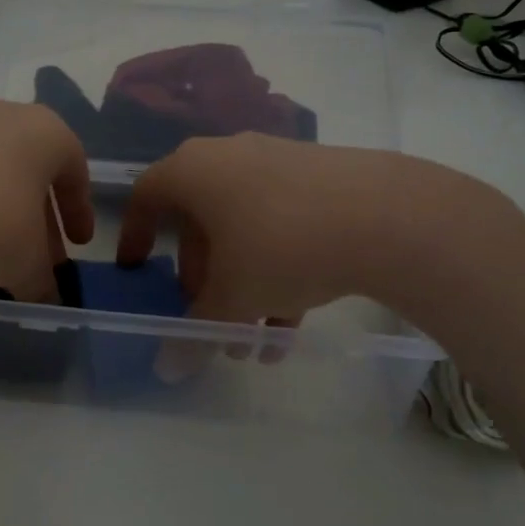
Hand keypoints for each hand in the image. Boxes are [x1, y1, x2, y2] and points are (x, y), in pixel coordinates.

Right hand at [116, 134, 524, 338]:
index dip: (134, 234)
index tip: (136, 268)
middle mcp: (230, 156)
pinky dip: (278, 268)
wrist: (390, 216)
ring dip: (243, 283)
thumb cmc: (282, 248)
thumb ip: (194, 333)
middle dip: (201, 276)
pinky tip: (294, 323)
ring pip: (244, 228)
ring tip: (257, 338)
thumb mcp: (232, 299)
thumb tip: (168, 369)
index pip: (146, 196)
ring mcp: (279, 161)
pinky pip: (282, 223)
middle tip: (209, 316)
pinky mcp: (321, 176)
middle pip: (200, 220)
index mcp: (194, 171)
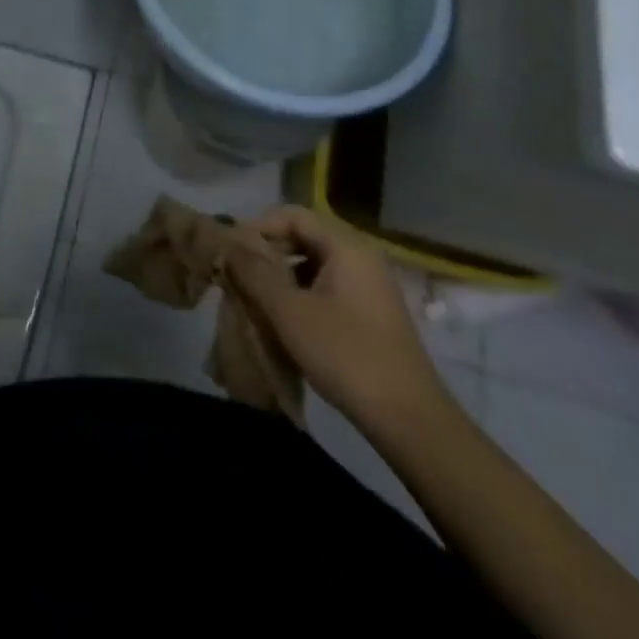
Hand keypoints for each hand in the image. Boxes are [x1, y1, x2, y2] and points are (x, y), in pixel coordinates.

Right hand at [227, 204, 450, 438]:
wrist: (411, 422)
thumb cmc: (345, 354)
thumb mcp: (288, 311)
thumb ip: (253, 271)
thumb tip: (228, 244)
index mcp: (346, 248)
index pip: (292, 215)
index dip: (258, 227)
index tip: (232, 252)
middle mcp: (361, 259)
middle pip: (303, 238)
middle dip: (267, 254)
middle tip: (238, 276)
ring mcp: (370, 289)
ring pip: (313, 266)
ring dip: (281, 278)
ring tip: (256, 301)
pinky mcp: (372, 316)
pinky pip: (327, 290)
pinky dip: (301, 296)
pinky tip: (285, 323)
════════════════════
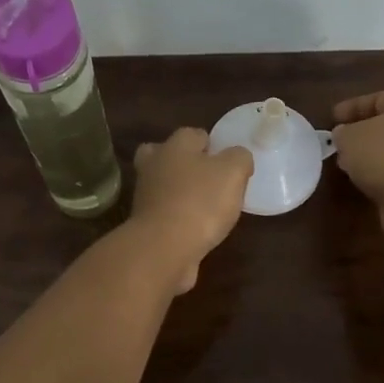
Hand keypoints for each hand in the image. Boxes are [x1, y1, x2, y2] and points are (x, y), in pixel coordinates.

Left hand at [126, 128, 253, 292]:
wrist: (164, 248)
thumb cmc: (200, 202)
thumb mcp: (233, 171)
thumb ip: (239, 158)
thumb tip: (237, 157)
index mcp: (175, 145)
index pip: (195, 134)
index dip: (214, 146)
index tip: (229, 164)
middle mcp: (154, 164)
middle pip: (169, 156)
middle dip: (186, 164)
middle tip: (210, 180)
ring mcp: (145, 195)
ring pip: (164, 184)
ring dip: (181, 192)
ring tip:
════════════════════
PROBLEM TO WORK ON:
Output, from the data above, the lines from the line with "index tip: (136, 268)" to the line with "index mcp: (194, 171)" exactly as they stand, both ends included and nothing else.

TASK ANSWER:
index tip: (136, 268)
middle mcp: (230, 156)
pinky dip: (278, 268)
wrist: (390, 216)
ring dip: (243, 283)
thumb cmc: (282, 248)
thumb ip: (194, 333)
middle dip: (201, 276)
pinky tip: (294, 323)
ring pip: (244, 228)
ring tip: (257, 338)
thumb mcp: (232, 299)
thumb tip: (168, 369)
index pip: (146, 196)
ring mcp: (279, 161)
pinky pip: (282, 223)
middle tip: (209, 316)
pinky mcp: (321, 176)
middle pip: (200, 220)
index mcp: (194, 171)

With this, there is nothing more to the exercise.